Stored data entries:
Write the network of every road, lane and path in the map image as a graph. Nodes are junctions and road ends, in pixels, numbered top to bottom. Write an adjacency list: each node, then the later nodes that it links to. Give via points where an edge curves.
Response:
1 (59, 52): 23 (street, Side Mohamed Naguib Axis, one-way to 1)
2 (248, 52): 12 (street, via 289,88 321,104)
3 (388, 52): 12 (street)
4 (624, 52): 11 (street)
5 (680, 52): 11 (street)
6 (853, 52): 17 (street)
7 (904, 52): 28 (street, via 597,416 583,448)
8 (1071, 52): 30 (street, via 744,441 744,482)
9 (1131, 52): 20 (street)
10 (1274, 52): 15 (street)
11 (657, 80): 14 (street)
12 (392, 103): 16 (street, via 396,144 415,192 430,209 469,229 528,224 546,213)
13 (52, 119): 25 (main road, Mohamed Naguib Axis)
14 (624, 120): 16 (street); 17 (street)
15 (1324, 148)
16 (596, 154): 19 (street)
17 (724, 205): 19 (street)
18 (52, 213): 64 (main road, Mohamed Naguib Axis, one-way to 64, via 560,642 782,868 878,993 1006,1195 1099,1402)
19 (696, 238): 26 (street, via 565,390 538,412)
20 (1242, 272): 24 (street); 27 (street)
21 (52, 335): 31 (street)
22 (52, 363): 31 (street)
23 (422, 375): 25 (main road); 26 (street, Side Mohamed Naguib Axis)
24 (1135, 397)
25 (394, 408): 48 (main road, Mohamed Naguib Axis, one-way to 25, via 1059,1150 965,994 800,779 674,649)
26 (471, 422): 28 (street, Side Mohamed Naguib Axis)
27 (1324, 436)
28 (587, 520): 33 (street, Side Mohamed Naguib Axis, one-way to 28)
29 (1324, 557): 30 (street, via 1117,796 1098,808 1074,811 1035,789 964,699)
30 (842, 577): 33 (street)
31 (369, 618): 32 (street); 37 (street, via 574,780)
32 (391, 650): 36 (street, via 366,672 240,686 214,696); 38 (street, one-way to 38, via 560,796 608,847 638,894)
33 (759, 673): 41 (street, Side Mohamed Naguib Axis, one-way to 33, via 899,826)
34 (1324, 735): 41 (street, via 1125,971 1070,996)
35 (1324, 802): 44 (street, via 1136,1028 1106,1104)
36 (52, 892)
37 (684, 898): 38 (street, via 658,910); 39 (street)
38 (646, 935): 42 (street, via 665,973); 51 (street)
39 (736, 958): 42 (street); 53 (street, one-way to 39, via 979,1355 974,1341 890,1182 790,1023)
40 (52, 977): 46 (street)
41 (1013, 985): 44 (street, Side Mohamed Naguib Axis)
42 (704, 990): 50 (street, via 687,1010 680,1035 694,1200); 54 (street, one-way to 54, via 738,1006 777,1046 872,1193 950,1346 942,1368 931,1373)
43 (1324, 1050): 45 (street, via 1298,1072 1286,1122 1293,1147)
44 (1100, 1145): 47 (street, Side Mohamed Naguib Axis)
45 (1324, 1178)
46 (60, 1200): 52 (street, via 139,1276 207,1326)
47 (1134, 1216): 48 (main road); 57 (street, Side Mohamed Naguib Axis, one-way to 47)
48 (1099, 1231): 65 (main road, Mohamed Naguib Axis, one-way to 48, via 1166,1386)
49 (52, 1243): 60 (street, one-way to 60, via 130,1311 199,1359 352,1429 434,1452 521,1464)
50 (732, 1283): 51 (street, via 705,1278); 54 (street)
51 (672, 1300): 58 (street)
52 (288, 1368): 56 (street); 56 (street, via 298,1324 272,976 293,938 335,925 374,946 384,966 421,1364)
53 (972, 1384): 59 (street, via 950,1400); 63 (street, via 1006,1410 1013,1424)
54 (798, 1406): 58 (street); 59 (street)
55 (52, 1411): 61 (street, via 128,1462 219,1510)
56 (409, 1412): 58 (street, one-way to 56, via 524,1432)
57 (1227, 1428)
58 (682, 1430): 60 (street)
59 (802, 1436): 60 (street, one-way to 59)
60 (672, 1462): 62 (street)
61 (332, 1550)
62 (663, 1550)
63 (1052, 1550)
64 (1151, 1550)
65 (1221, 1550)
==
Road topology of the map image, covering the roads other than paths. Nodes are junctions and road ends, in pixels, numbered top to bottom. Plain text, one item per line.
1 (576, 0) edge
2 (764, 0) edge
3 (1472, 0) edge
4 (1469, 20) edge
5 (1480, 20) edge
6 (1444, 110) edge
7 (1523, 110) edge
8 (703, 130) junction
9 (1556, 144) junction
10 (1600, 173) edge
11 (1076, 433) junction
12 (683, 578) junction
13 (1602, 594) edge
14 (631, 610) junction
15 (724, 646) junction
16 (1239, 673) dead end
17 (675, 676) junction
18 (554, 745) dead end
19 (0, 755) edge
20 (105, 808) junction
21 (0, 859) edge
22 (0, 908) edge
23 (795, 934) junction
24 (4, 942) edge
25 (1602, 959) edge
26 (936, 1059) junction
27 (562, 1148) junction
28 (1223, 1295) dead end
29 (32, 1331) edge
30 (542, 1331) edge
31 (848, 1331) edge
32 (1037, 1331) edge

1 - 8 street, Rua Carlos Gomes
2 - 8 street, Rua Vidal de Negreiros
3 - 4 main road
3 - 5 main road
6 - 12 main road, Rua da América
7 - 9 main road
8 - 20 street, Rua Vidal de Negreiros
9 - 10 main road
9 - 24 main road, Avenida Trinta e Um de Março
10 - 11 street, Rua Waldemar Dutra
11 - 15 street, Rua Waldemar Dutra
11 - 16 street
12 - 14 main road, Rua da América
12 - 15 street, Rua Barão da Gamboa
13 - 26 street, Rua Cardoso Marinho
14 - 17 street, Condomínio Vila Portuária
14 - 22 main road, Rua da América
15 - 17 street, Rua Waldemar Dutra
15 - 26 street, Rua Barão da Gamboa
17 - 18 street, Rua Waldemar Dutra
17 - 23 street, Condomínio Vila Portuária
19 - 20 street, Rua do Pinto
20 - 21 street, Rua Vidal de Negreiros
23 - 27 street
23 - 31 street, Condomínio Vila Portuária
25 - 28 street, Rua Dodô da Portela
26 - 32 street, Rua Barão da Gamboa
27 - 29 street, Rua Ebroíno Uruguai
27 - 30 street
* * *
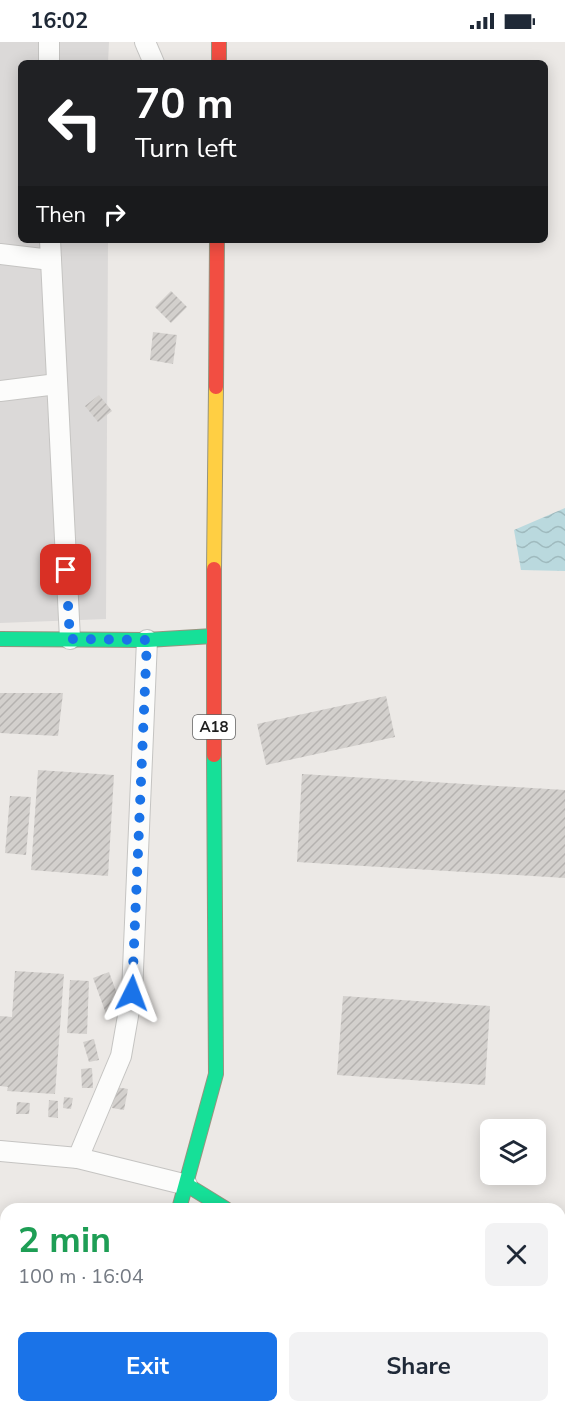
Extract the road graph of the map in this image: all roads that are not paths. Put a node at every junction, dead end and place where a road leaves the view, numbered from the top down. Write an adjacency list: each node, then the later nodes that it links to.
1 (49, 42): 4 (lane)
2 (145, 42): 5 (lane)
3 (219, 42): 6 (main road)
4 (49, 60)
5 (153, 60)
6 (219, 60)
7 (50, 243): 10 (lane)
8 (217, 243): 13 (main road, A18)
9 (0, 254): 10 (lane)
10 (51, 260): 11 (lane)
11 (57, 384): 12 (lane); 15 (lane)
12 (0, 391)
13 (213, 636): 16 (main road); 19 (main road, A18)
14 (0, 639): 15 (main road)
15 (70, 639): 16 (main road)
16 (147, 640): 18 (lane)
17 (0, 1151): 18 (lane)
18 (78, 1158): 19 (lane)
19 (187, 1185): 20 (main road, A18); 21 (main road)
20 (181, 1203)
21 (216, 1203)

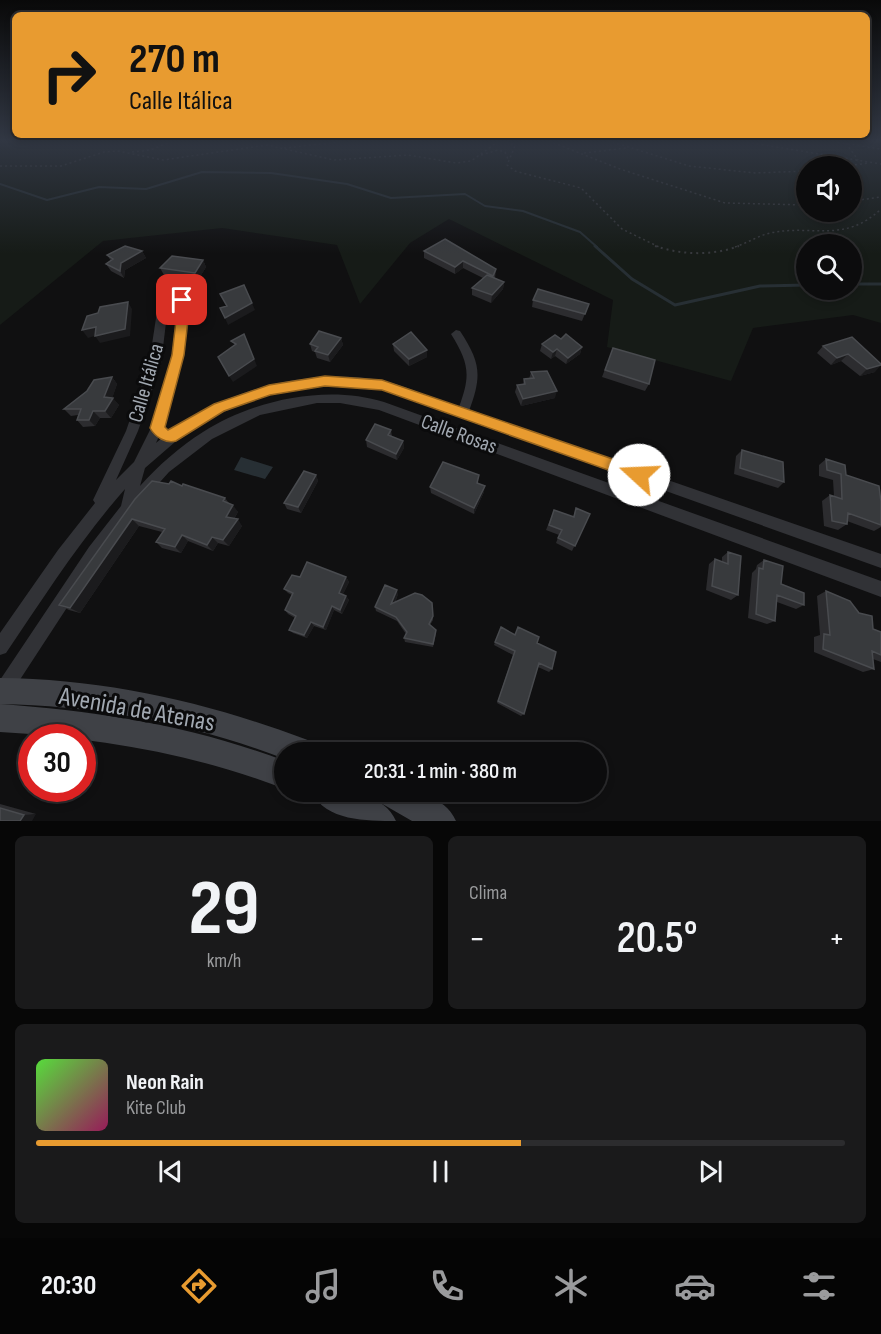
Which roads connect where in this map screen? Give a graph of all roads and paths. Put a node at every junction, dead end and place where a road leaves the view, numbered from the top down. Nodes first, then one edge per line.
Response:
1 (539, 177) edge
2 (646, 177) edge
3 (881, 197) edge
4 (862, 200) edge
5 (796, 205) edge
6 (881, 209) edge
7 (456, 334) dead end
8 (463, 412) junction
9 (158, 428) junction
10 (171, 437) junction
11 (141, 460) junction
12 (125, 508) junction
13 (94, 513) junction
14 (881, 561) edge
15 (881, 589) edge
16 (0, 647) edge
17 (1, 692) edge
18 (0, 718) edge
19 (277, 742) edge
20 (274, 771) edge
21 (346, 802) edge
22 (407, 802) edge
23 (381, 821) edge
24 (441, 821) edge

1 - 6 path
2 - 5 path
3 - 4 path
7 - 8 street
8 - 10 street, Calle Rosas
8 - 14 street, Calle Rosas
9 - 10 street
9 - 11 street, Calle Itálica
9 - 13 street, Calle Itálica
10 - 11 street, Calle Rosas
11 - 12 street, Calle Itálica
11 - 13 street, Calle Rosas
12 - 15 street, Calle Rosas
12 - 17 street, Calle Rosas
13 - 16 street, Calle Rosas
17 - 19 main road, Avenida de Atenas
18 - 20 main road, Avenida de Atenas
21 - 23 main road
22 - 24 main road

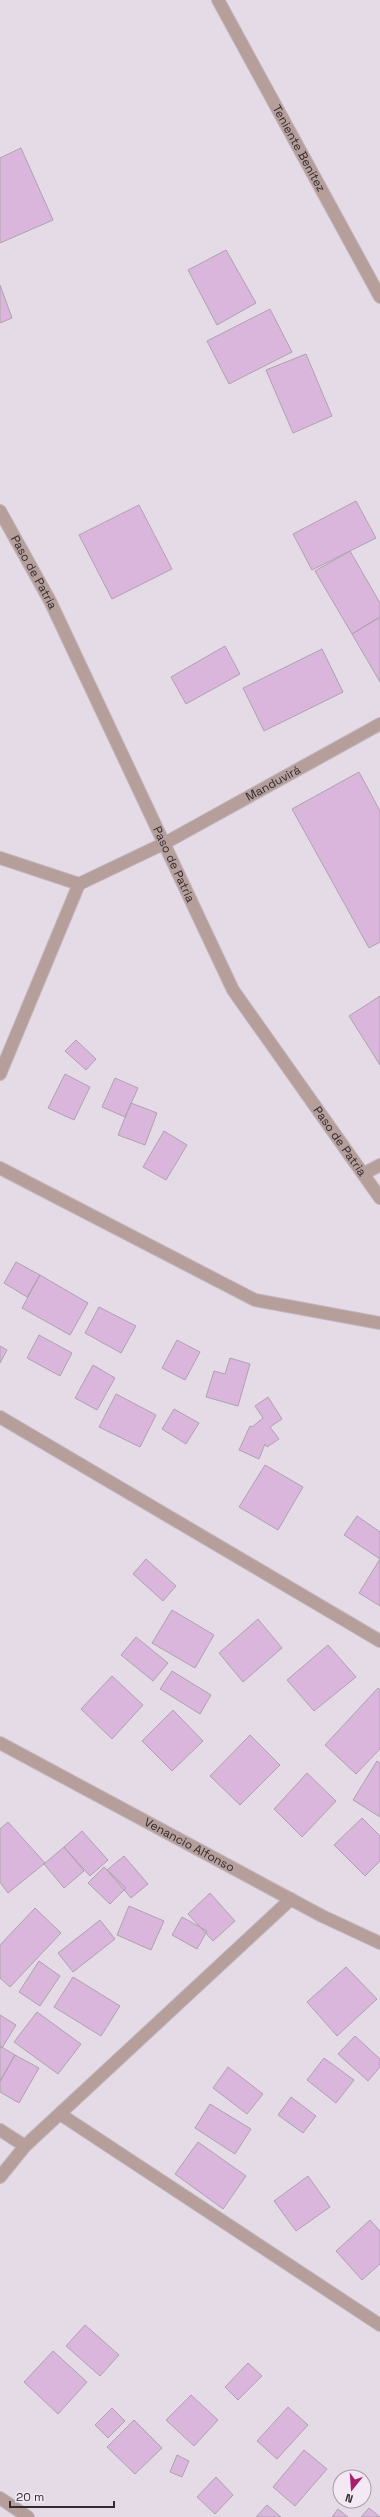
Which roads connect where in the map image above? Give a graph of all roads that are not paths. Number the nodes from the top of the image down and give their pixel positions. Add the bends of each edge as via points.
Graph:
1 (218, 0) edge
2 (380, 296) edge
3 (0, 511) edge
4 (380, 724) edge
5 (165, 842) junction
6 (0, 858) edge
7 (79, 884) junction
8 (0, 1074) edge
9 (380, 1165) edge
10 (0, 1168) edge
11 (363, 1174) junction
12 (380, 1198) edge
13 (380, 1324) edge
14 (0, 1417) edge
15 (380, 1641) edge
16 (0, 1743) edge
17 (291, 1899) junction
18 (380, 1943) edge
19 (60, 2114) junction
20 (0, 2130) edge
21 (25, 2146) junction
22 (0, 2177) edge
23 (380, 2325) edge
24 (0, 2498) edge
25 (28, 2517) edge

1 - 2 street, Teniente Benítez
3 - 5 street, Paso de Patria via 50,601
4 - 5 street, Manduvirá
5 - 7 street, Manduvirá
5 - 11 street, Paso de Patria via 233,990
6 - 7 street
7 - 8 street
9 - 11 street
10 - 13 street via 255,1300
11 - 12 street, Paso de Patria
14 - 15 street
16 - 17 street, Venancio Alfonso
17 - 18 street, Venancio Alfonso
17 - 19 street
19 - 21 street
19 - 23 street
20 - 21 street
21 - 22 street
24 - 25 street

--- REQUIREMENT ---
Tell me how many lines of the records include the word "Give", replying with the number alone.

--- OUTPUT FOR THIS EXERCISE ---
3